F#のコメントの種類

コメントとは、プログラムへの注釈のことです。 プログラムの実行自体には影響はありません。 F#では、次の2種類(+1種類)のコメント法があります(3.2) ・行コメントとは1行のみのコメント ・ブロックコメントでは(*から*)の間の範囲コメント ・(行コメントの一種)XMLドキュメント用のコメント
行コメント
//行コメント。
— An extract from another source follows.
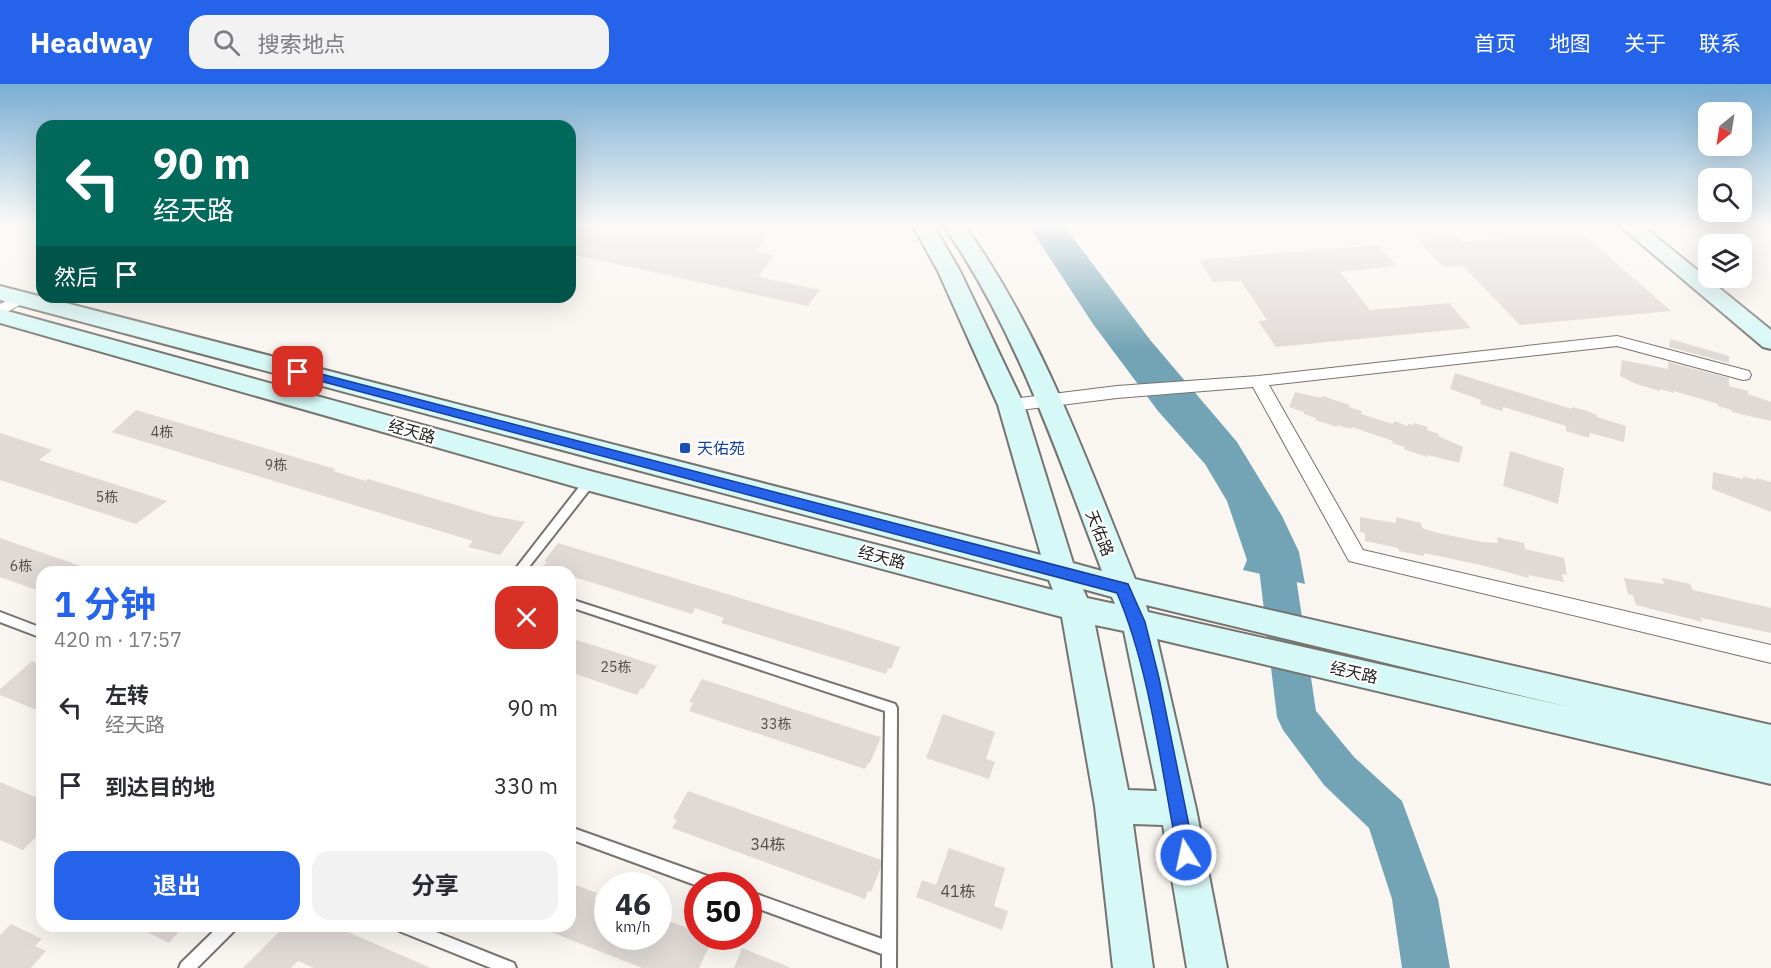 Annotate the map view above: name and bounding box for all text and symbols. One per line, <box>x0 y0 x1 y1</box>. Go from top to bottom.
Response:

この1行だけがコメントになる
printfn "hello world";;
ブロックコメント1
(* ブロックコメント。
 ここもまだコメント
*)
printfn "hello world";;
printfnは、続く文字列を改行付で表示するための関数です。 printfだと改行無しになります。 文字列以外も出力出来るのですが、 本題から外れるので今はそういうものだと思っていてください。 XMLドキュメントを生成するための ///から始まるコメント形式もあります。 このコメントには、すぐ後に続く、色々な定義のための説明を書きます (関数については後の章で説明します)
行コメント:XMLドキュメント用のコメント
///hello worldと表示する関数
let sayhello () = printfn "hello world";;

コメントのネスト

ブロックコメントは入れ子にすることもできます
ブロックコメント2
let print_hello =
	(* コメント開始
		(*
			入れ子になったコメントのことを
			ネストしたコメントと呼んだりする
		*)
		まだコメントの中
		ここがコメント外になる言語は多い
	*)
	printfn "hello world";;
F#のブロックコメントは賢く、コメント内のリテラルまで認識しています(3.2 note) コメント内のリテラルは、 通常の文字列と、逐語的文字列(verbatim string)を認識します。
ブロックコメント3
(* この行はすべてコメント:let s = "*)" *)
ちょっとした裏技ですが、行コメントと組み合わせると 一定の範囲を簡単にコメントアウトできます。
TIPS
(* ←このコメントをON/OFFする
	printfn "hello world";;
// *)

ドキュメント用のコメントの使い方

-ここは、最初は飛ばしても問題ないです- ///の形式でコメントを残しておくと F#コンパイラがプログラムのコメントを抽出して XMLドキュメントとして出力する機能が使えます。 F#のデザインガイドのドラフト(2010 august版)(pdf注意)は この形式のコメントを使うように推奨しています。
a.fs:コメント元のプログラム
#indent "off"

///数値の二乗を返す
let square x =x*x;;
printfn "%d" (square 10);;
プログラム内容については説明しませんが これは数値の二乗を返すプログラムです。 これをXMLとして出力するためには コマンドプロンプトで次のようにします
プログラムとしての出力
> fsc --doc:doc.xml a.fs
a.fsが対象となるプログラムで doc.xmlが出力のXMLファイル名です これを実行すると、こんな感じのファイルが出来上がります。
出力されたXMLファイル
<?xml version="1.0" encoding="utf-8"?>
<doc>
<assembly><name>a</name></assembly>
<members>
<member name="M:A.square(System.Int32)">
<summary>
数値の二乗を返す
</summary>
</member>
<member name="T:A">

</member>
</members>
</doc>
このXMLファイルからAPIリファレンスを生成するためのツールとして NDocというツールがあります。